- [WORK TO COMPLETE]:
Find the lines in these entries that include the word "above" and state how many there are, with no other words.

Start of DATA EXCERPTS

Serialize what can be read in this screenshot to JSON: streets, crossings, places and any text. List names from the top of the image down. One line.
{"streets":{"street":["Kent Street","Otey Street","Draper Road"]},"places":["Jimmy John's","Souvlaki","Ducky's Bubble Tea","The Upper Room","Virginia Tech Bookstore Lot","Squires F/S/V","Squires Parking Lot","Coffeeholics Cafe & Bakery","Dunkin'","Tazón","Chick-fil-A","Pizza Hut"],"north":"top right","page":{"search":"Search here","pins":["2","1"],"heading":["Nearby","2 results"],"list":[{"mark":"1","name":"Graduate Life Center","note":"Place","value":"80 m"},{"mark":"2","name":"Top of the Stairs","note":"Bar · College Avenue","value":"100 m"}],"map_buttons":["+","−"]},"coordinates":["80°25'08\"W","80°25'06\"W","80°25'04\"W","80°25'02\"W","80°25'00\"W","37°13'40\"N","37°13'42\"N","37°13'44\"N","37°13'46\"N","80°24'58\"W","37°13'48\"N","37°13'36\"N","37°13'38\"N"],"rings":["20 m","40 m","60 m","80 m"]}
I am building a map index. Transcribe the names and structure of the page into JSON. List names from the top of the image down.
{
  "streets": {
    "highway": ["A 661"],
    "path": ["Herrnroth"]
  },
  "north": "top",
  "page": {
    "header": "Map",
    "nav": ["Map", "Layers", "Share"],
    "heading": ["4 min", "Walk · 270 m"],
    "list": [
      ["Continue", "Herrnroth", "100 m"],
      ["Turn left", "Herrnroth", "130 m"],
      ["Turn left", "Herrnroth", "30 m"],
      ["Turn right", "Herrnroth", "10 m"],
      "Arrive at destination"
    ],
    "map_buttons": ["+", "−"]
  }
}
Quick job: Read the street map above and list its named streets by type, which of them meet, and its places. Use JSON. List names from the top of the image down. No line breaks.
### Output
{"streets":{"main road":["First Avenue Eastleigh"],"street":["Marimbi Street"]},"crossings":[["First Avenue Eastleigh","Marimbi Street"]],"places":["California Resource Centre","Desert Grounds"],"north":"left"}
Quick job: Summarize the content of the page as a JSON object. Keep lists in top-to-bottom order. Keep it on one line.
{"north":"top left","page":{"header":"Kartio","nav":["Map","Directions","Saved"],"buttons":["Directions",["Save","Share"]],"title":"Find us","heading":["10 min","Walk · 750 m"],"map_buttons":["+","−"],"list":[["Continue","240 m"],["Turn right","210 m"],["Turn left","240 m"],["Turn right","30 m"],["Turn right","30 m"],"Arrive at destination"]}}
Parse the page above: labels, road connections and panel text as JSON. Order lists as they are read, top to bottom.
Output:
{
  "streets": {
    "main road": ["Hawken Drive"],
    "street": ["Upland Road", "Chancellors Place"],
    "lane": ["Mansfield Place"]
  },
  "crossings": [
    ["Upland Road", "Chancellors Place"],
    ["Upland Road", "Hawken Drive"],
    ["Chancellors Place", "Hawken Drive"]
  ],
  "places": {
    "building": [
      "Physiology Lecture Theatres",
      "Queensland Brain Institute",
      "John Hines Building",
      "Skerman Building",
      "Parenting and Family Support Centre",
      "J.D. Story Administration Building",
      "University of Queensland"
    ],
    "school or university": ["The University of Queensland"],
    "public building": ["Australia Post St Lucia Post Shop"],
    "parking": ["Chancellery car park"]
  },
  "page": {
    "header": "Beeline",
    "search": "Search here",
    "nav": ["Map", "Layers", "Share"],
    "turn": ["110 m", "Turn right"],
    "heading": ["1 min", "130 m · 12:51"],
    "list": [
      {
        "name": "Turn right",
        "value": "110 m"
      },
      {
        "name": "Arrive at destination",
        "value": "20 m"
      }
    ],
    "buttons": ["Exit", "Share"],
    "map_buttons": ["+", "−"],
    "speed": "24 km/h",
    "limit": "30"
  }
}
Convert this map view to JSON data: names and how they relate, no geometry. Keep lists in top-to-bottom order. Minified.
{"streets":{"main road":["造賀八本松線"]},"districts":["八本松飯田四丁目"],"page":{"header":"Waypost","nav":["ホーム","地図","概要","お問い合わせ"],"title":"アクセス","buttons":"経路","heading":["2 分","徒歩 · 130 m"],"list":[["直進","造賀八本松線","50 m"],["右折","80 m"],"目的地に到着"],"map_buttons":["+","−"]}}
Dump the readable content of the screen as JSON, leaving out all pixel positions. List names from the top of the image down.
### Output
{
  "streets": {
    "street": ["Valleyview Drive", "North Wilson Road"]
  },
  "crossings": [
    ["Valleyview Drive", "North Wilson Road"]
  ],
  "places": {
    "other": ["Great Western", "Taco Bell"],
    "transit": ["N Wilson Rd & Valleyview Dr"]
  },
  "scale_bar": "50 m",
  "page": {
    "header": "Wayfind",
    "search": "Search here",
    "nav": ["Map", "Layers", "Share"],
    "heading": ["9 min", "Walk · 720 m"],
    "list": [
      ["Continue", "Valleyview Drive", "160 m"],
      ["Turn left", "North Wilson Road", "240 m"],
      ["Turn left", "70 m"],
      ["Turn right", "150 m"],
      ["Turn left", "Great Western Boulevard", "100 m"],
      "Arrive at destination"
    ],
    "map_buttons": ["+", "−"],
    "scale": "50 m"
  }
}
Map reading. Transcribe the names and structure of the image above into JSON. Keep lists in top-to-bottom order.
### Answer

End of DATA EXCERPTS

- [OUTPUT OF THE EXERCISE]:
3